■ Directions ■
The listing needs restating word for word.

■ Data provided ■
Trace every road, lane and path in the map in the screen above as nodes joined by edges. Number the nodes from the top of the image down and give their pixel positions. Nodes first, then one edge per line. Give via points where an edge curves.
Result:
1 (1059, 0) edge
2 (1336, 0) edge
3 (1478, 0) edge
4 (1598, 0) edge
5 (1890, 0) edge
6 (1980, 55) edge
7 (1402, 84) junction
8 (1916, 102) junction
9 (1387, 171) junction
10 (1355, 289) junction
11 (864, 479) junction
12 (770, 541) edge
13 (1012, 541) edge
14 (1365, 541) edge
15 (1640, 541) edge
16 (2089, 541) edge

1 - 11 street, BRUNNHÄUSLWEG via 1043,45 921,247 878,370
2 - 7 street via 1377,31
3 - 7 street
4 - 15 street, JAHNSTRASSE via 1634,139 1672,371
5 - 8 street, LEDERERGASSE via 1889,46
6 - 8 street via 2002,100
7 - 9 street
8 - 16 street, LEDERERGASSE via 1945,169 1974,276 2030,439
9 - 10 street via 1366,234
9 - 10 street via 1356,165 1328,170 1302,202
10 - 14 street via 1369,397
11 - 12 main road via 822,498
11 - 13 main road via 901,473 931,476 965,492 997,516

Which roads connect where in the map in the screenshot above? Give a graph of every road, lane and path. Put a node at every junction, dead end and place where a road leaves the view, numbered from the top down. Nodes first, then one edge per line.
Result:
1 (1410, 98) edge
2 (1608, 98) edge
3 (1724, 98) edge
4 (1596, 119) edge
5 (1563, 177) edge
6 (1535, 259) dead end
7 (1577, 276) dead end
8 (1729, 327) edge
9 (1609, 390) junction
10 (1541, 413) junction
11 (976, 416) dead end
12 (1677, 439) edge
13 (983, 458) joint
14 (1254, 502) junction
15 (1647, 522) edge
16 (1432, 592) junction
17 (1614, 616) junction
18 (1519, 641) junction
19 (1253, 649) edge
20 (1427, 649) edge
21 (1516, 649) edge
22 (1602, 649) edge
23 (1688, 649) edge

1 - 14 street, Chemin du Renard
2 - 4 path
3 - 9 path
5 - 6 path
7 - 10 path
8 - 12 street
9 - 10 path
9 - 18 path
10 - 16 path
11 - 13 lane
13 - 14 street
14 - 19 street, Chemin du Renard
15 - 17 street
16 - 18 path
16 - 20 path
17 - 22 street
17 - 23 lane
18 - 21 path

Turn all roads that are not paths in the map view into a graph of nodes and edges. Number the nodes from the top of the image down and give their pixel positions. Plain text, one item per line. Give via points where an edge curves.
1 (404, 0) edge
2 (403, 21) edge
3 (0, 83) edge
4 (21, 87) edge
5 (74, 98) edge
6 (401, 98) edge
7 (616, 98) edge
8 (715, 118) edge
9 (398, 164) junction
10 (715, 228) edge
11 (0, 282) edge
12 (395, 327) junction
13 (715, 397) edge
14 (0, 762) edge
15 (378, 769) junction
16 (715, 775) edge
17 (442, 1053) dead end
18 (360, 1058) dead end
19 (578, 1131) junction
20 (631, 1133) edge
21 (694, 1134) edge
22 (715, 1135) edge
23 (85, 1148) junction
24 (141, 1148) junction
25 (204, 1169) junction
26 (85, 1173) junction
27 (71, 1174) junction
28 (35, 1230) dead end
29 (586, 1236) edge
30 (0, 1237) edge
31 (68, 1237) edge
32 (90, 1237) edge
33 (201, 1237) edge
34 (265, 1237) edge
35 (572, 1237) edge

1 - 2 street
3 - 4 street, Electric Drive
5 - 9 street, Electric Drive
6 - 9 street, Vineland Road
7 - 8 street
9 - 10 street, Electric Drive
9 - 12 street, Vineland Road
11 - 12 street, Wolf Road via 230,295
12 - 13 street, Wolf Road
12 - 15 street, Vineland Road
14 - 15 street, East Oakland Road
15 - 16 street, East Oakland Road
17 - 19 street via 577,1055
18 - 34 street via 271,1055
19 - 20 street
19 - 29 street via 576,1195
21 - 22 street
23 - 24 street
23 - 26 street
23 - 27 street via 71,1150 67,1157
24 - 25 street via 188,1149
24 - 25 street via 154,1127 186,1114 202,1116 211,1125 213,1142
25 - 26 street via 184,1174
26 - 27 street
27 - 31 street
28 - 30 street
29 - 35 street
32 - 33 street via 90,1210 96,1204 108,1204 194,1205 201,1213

■ Solution to the problem ■
Trace every road, lane and path in the map in the screen above as nodes joined by edges. Number the nodes from the top of the image down and give their pixel positions. Nodes first, then one edge per line. Give via points where an edge curves.
Result:
1 (1059, 0) edge
2 (1336, 0) edge
3 (1478, 0) edge
4 (1598, 0) edge
5 (1890, 0) edge
6 (1980, 55) edge
7 (1402, 84) junction
8 (1916, 102) junction
9 (1387, 171) junction
10 (1355, 289) junction
11 (864, 479) junction
12 (770, 541) edge
13 (1012, 541) edge
14 (1365, 541) edge
15 (1640, 541) edge
16 (2089, 541) edge

1 - 11 street, BRUNNHÄUSLWEG via 1043,45 921,247 878,370
2 - 7 street via 1377,31
3 - 7 street
4 - 15 street, JAHNSTRASSE via 1634,139 1672,371
5 - 8 street, LEDERERGASSE via 1889,46
6 - 8 street via 2002,100
7 - 9 street
8 - 16 street, LEDERERGASSE via 1945,169 1974,276 2030,439
9 - 10 street via 1366,234
9 - 10 street via 1356,165 1328,170 1302,202
10 - 14 street via 1369,397
11 - 12 main road via 822,498
11 - 13 main road via 901,473 931,476 965,492 997,516

Which roads connect where in the map in the screenshot above? Give a graph of every road, lane and path. Put a node at every junction, dead end and place where a road leaves the view, numbered from the top down. Nodes first, then one edge per line.
Result:
1 (1410, 98) edge
2 (1608, 98) edge
3 (1724, 98) edge
4 (1596, 119) edge
5 (1563, 177) edge
6 (1535, 259) dead end
7 (1577, 276) dead end
8 (1729, 327) edge
9 (1609, 390) junction
10 (1541, 413) junction
11 (976, 416) dead end
12 (1677, 439) edge
13 (983, 458) joint
14 (1254, 502) junction
15 (1647, 522) edge
16 (1432, 592) junction
17 (1614, 616) junction
18 (1519, 641) junction
19 (1253, 649) edge
20 (1427, 649) edge
21 (1516, 649) edge
22 (1602, 649) edge
23 (1688, 649) edge

1 - 14 street, Chemin du Renard
2 - 4 path
3 - 9 path
5 - 6 path
7 - 10 path
8 - 12 street
9 - 10 path
9 - 18 path
10 - 16 path
11 - 13 lane
13 - 14 street
14 - 19 street, Chemin du Renard
15 - 17 street
16 - 18 path
16 - 20 path
17 - 22 street
17 - 23 lane
18 - 21 path

Turn all roads that are not paths in the map view into a graph of nodes and edges. Number the nodes from the top of the image down and give their pixel positions. Plain text, one item per line. Give via points where an edge curves.
1 (404, 0) edge
2 (403, 21) edge
3 (0, 83) edge
4 (21, 87) edge
5 (74, 98) edge
6 (401, 98) edge
7 (616, 98) edge
8 (715, 118) edge
9 (398, 164) junction
10 (715, 228) edge
11 (0, 282) edge
12 (395, 327) junction
13 (715, 397) edge
14 (0, 762) edge
15 (378, 769) junction
16 (715, 775) edge
17 (442, 1053) dead end
18 (360, 1058) dead end
19 (578, 1131) junction
20 (631, 1133) edge
21 (694, 1134) edge
22 (715, 1135) edge
23 (85, 1148) junction
24 (141, 1148) junction
25 (204, 1169) junction
26 (85, 1173) junction
27 (71, 1174) junction
28 (35, 1230) dead end
29 (586, 1236) edge
30 (0, 1237) edge
31 (68, 1237) edge
32 (90, 1237) edge
33 (201, 1237) edge
34 (265, 1237) edge
35 (572, 1237) edge

1 - 2 street
3 - 4 street, Electric Drive
5 - 9 street, Electric Drive
6 - 9 street, Vineland Road
7 - 8 street
9 - 10 street, Electric Drive
9 - 12 street, Vineland Road
11 - 12 street, Wolf Road via 230,295
12 - 13 street, Wolf Road
12 - 15 street, Vineland Road
14 - 15 street, East Oakland Road
15 - 16 street, East Oakland Road
17 - 19 street via 577,1055
18 - 34 street via 271,1055
19 - 20 street
19 - 29 street via 576,1195
21 - 22 street
23 - 24 street
23 - 26 street
23 - 27 street via 71,1150 67,1157
24 - 25 street via 188,1149
24 - 25 street via 154,1127 186,1114 202,1116 211,1125 213,1142
25 - 26 street via 184,1174
26 - 27 street
27 - 31 street
28 - 30 street
29 - 35 street
32 - 33 street via 90,1210 96,1204 108,1204 194,1205 201,1213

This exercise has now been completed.